Task to carry out =>
Determine how many lines in the entries below contain "城北通り", and output only that number.
** Records for the task follows **
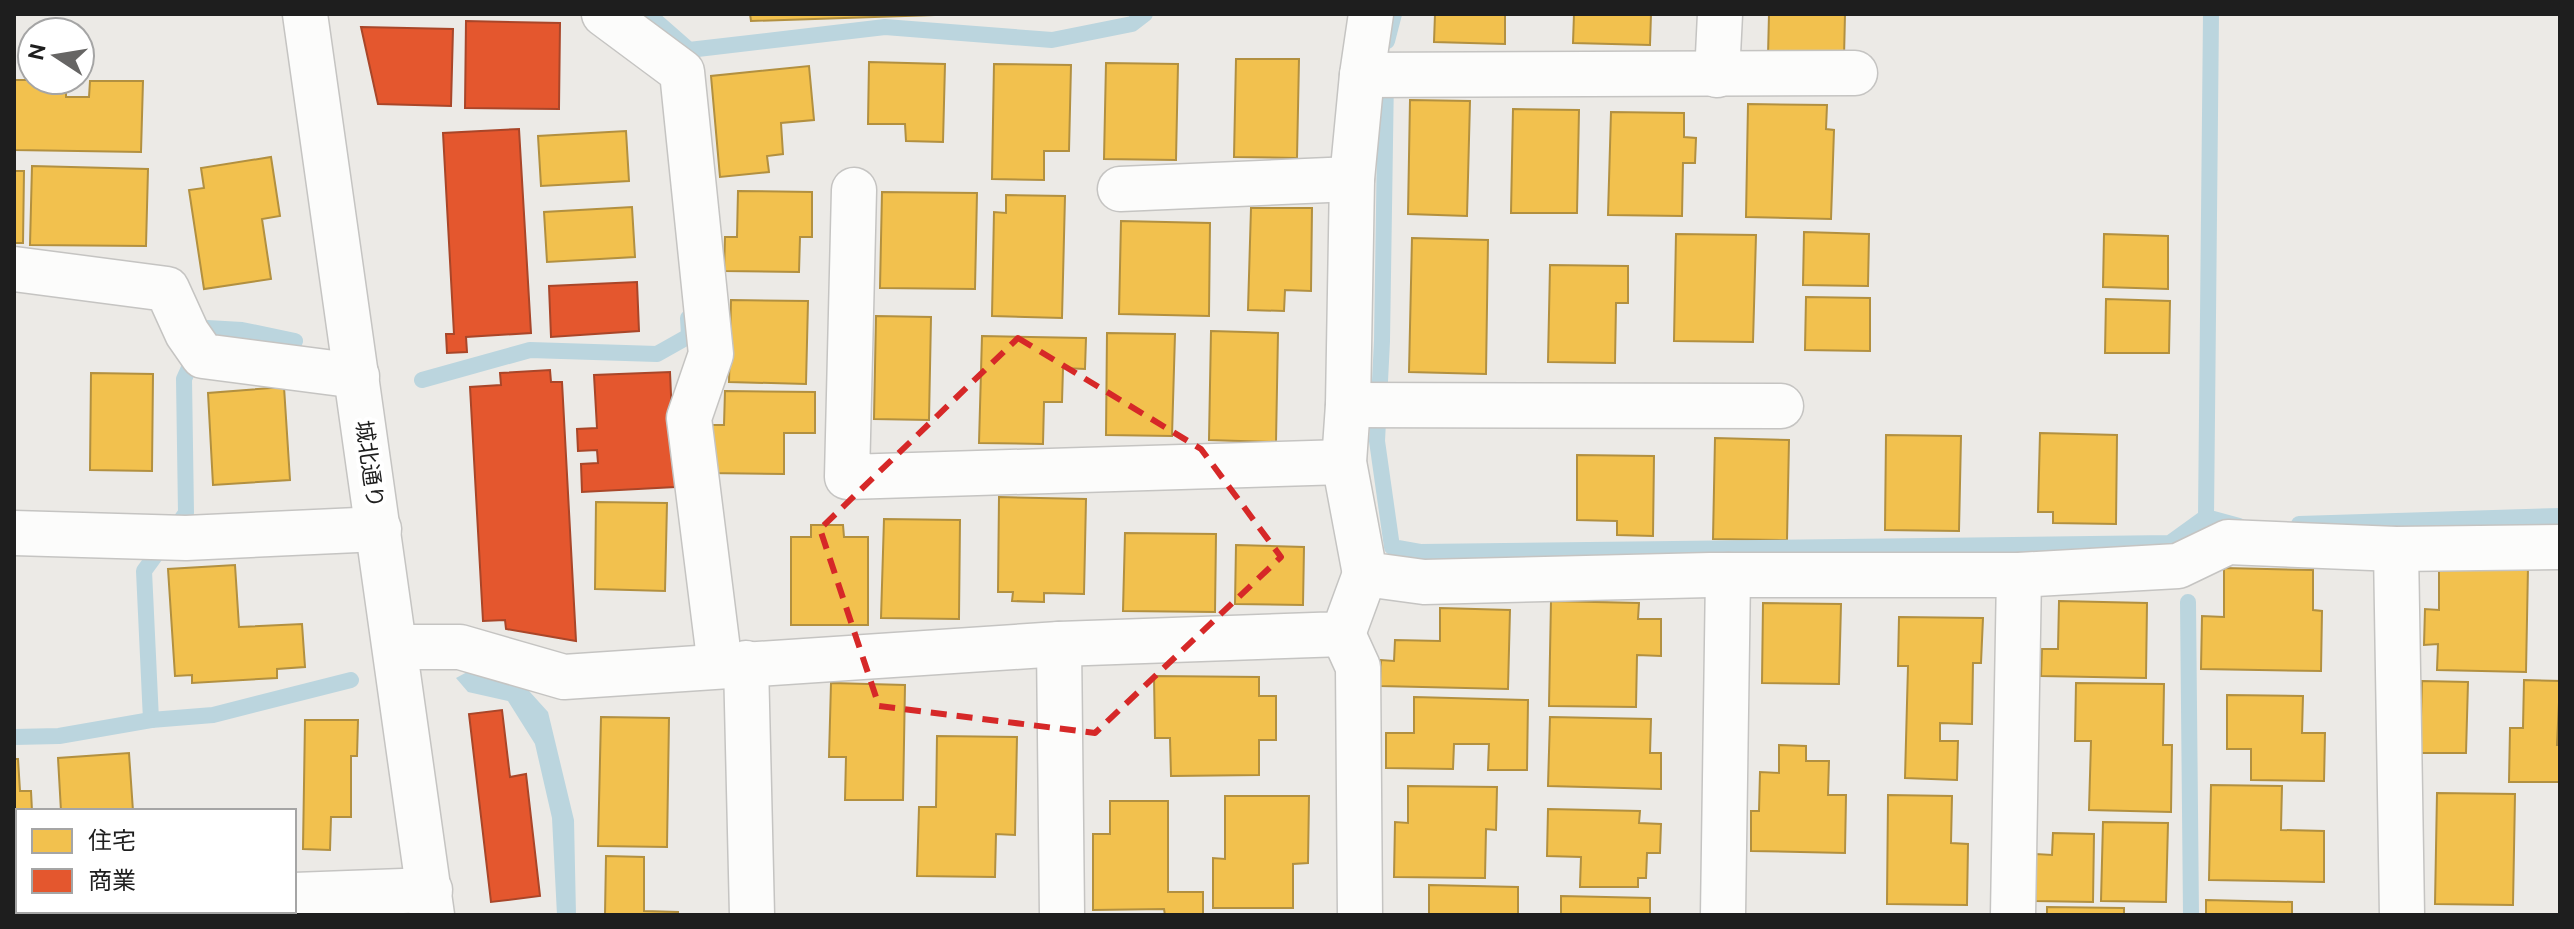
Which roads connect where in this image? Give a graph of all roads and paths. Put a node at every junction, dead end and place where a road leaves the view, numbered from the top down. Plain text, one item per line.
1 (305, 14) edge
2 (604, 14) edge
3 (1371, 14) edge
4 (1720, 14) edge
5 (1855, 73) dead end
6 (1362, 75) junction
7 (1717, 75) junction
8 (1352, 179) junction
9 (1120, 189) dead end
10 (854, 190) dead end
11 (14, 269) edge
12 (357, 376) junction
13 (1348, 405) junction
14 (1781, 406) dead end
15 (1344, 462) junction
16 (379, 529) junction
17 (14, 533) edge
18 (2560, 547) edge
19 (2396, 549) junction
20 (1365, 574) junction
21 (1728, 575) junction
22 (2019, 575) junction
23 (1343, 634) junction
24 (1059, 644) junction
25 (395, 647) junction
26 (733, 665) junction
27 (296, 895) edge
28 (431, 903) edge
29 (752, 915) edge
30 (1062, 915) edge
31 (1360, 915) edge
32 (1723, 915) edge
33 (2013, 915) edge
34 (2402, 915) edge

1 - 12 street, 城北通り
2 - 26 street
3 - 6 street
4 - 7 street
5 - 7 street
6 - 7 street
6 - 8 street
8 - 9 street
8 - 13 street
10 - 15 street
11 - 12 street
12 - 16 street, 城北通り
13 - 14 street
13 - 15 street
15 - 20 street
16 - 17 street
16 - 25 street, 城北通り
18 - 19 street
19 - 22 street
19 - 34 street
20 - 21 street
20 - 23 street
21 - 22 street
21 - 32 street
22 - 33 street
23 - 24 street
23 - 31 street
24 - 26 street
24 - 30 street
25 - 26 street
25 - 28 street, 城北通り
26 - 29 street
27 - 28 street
** End of Records for the task **
Solution below =>
4